Nous sommes en octobre 1900, et le mauvais temps sévit en Méditerranée. De retour d'Afrique, le capitaine Dimitrios Kondos décide de laisser passer la tempête sur l'île d'Anticythère, entre Cythère et la Crète. Bien équipés pour la plongée avec leurs costumes de toile et leurs casques de cuivre, les hommes passent le temps en pêchant des éponges, quand l'un d'eux tombe sur une épave. Datant du premier siècle av. J.C., celle-ci révèle une cargaison riche et assez hétéroclite, probablement le butin d'un général romain de retour d'Athènes. La découverte la plus étonnante fut faite vers la fin de la fouille par les archéologues : un mécanisme comprenant trois cadrans et des dizaines d'engrenages. Plusieurs théories se sont affrontées depuis sur l'usage de cette machine, mais les reconstitutions les plus récentes ont permis d'établir qu'elle effectuait toutes sortes de calculs astronomiques, entre autres la prédiction des éclipses, en tenant compte des théories les plus sophistiquées de l'époque1. On savait par les écrits de Cicéron, qu'Archimède avait construit des dispositifs mécaniques visualisant le mouvement apparent du soleil, de la lune et des cinq planètes connues à l'époque. Mais ces machines n'avaient pas été conservées et personne n'imaginait que les dispositifs mécaniques de calcul astronomique aient pu atteindre il y a si longtemps la sophistication et la complexité du mécanisme d'Anticythère. Des horloges et des automates élaborés ont donc été construits dès l'antiquité. Ils furent portés à un très haut degré de perfection par les savants arabes à partir du IXesiècle. Parmi ces inventeurs, la palme du courage revient à Abbas ibn Firnas (810-887), qui vivait en Andalousie. Voici ce qu'en dit Al Maqqari, historien marocain du XVIIesiècle.

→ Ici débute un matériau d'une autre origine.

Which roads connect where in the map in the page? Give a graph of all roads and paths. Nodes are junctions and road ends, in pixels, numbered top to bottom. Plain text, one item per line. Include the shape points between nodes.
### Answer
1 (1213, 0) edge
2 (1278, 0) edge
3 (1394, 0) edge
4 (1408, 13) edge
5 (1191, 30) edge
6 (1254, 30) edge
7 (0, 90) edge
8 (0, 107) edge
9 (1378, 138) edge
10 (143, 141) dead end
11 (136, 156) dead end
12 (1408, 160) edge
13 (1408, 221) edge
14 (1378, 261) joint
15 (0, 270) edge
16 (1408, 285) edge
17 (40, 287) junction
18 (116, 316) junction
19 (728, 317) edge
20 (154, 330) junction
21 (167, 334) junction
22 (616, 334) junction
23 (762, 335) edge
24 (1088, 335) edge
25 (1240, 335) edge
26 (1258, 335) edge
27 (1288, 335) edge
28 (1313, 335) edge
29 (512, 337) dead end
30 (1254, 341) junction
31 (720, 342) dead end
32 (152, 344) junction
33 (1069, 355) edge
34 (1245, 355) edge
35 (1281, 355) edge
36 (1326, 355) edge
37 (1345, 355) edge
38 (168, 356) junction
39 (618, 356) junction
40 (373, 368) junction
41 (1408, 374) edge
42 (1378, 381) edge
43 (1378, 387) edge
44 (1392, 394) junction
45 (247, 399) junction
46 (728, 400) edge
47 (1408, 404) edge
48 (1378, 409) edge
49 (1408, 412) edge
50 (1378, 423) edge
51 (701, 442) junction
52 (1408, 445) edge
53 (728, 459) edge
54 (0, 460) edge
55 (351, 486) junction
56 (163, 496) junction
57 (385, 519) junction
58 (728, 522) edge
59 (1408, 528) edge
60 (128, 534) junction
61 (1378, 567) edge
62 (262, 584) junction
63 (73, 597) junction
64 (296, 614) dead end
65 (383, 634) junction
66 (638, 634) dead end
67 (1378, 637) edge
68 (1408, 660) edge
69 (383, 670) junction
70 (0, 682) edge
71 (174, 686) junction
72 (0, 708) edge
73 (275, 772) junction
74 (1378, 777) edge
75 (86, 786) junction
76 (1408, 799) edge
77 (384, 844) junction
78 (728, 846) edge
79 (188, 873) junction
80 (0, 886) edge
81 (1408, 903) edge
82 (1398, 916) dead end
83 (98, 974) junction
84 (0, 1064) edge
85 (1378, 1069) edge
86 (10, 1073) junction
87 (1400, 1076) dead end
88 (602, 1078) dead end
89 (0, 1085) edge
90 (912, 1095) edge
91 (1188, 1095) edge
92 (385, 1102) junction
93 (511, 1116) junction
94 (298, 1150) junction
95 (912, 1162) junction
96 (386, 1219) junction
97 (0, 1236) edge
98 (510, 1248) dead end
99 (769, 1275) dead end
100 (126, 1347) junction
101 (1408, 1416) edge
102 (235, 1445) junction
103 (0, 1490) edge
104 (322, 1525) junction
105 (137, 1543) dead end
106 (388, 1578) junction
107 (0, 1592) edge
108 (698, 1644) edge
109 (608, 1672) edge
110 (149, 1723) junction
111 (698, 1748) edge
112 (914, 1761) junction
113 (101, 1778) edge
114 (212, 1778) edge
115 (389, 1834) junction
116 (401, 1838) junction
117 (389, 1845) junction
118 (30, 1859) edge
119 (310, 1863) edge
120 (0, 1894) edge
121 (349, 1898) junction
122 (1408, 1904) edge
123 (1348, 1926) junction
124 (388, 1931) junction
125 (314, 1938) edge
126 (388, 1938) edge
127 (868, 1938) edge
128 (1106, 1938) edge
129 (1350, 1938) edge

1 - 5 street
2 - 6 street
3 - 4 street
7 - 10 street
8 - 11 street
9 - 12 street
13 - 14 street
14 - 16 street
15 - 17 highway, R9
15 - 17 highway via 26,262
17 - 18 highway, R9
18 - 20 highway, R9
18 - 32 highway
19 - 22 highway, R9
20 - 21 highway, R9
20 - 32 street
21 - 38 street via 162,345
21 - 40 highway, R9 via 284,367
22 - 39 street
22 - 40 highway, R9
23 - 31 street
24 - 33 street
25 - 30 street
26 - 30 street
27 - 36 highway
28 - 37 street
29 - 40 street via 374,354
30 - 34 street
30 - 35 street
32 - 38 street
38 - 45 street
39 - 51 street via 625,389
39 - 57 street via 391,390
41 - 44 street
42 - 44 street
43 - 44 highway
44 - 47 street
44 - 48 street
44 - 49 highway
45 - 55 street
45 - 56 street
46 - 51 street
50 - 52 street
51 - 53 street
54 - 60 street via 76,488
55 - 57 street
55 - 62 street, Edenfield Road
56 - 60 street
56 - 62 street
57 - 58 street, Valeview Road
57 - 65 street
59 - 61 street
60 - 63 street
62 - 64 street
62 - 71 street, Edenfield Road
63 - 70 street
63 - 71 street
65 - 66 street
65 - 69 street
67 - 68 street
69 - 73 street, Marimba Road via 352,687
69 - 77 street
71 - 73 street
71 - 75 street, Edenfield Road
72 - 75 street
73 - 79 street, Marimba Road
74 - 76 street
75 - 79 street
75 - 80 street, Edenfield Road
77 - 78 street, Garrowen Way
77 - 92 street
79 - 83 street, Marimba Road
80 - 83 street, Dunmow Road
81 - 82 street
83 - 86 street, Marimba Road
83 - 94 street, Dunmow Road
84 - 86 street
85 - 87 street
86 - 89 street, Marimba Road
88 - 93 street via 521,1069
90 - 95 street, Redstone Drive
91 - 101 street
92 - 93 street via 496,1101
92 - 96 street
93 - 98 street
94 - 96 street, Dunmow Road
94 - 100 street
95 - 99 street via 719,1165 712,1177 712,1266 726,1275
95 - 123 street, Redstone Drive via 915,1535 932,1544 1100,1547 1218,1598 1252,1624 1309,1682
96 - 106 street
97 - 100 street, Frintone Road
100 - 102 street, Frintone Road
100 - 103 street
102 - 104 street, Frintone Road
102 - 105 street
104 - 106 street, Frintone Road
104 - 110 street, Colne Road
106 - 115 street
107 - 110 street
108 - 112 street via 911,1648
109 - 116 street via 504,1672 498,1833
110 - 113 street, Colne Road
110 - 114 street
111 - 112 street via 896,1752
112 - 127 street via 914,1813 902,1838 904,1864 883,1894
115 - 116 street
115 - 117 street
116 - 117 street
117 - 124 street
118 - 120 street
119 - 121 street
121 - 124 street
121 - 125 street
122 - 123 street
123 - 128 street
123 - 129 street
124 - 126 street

[Il] fut le premier à fabriquer du verre à partir du sable et en établit des fabriques en Andalousie. Il passe aussi pour être le premier à avoir introduit dans ce pays le fameux traité de prosodie de Khalil, et à y avoir enseigné la science de la musique. Il inventa un instrument appelé al-minkálah, par lequel on marquait le temps en musique sans avoir recours à des notes ou des figures. Entre autres expériences très curieuses qu'il fit, il essaya de voler. Il se couvrit de plumes à cet effet, attacha une paire d'ailes à son corps, et montant sur une éminence, il se lança dans l'air. Selon le témoignage de plusieurs écrivains dignes de confiance témoins de l'exploit, il vola sur une distance considérable, comme s'il avait été un oiseau ; mais au moment de se poser à l'endroit d'où il était parti, son dos fut grièvement blessé, car il ne savait pas que les oiseaux quand ils se posent arrivent sur leur queue, et il avait oublié de s'en procurer une. Múmen Ibn Saíd a dit, dans un vers où il évoque cet homme extraordinaire, «Il surpassa en vitesse le vol de l'autruche, mais il négligea de munir son corps de la force du vautour».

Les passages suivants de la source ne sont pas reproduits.